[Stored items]
◆ ◆ ◆ ◆ ◆ ◆ ◆
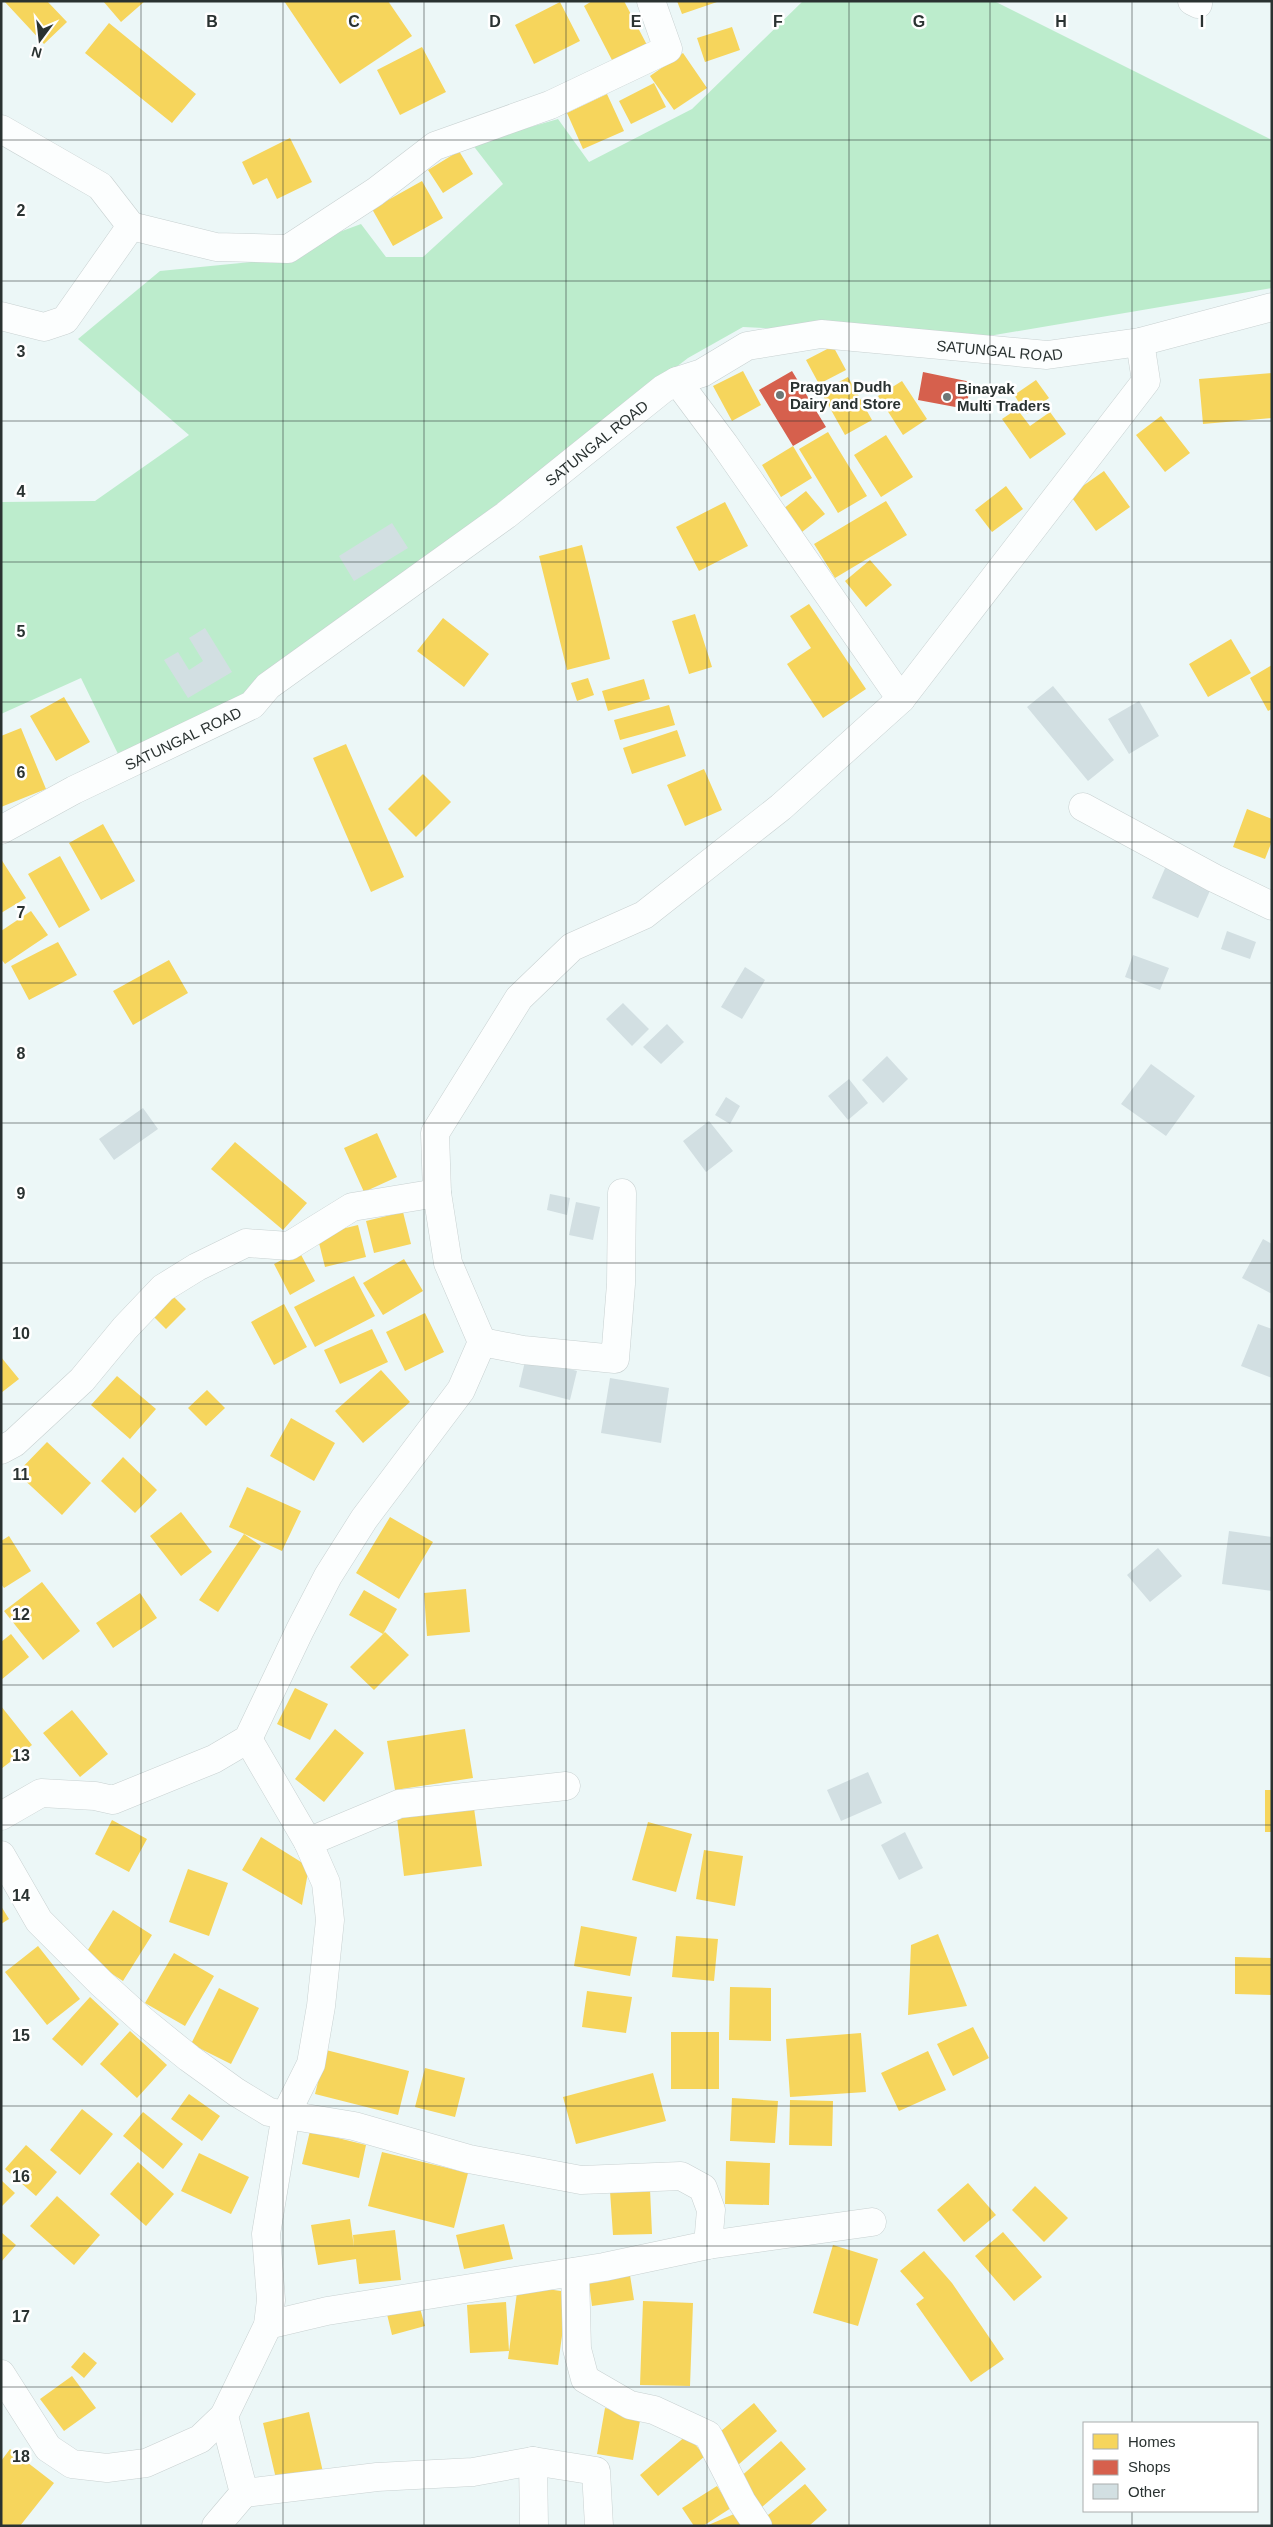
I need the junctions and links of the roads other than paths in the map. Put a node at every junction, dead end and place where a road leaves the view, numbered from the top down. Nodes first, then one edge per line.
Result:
1 (651, 1) edge
2 (1, 129) edge
3 (131, 226) junction
4 (1272, 307) edge
5 (1, 316) edge
6 (1140, 342) junction
7 (677, 380) junction
8 (900, 699) junction
9 (1084, 807) dead end
10 (1, 830) edge
11 (1272, 906) edge
12 (437, 1193) junction
13 (622, 1193) dead end
14 (482, 1342) junction
15 (1, 1450) edge
16 (248, 1740) junction
17 (566, 1786) dead end
18 (1, 1816) edge
19 (308, 1842) junction
20 (1, 1855) edge
21 (286, 2114) junction
22 (872, 2222) dead end
23 (708, 2245) junction
24 (575, 2272) junction
25 (268, 2325) junction
26 (1, 2374) edge
27 (224, 2416) junction
28 (533, 2461) junction
29 (244, 2493) junction
30 (216, 2526) edge
31 (534, 2526) edge
32 (600, 2526) edge
33 (758, 2526) edge

1 - 3 street
2 - 3 street
3 - 5 street
4 - 6 street, SATUNGAL ROAD
6 - 7 street, SATUNGAL ROAD
6 - 8 street
7 - 8 street
7 - 10 street, SATUNGAL ROAD
8 - 12 street
9 - 11 street
12 - 14 street
12 - 15 street
13 - 14 street
14 - 16 street
16 - 18 street
16 - 19 street
17 - 19 street
19 - 21 street
20 - 21 street
21 - 23 street
21 - 25 street
22 - 23 street
23 - 24 street
24 - 25 street
24 - 33 street
25 - 27 street
26 - 27 street
27 - 29 street
28 - 29 street
28 - 31 street
28 - 32 street
29 - 30 street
◆ ◆ ◆ ◆ ◆ ◆ ◆
[What is required]
Pictures stay out; the data above is to be returned exactly.

[Output below]
I need the junctions and links of the roads other than paths in the map. Put a node at every junction, dead end and place where a road leaves the view, numbered from the top down. Nodes first, then one edge per line.
Result:
1 (651, 1) edge
2 (1, 129) edge
3 (131, 226) junction
4 (1272, 307) edge
5 (1, 316) edge
6 (1140, 342) junction
7 (677, 380) junction
8 (900, 699) junction
9 (1084, 807) dead end
10 (1, 830) edge
11 (1272, 906) edge
12 (437, 1193) junction
13 (622, 1193) dead end
14 (482, 1342) junction
15 (1, 1450) edge
16 (248, 1740) junction
17 (566, 1786) dead end
18 (1, 1816) edge
19 (308, 1842) junction
20 (1, 1855) edge
21 (286, 2114) junction
22 (872, 2222) dead end
23 (708, 2245) junction
24 (575, 2272) junction
25 (268, 2325) junction
26 (1, 2374) edge
27 (224, 2416) junction
28 (533, 2461) junction
29 (244, 2493) junction
30 (216, 2526) edge
31 (534, 2526) edge
32 (600, 2526) edge
33 (758, 2526) edge

1 - 3 street
2 - 3 street
3 - 5 street
4 - 6 street, SATUNGAL ROAD
6 - 7 street, SATUNGAL ROAD
6 - 8 street
7 - 8 street
7 - 10 street, SATUNGAL ROAD
8 - 12 street
9 - 11 street
12 - 14 street
12 - 15 street
13 - 14 street
14 - 16 street
16 - 18 street
16 - 19 street
17 - 19 street
19 - 21 street
20 - 21 street
21 - 23 street
21 - 25 street
22 - 23 street
23 - 24 street
24 - 25 street
24 - 33 street
25 - 27 street
26 - 27 street
27 - 29 street
28 - 29 street
28 - 31 street
28 - 32 street
29 - 30 street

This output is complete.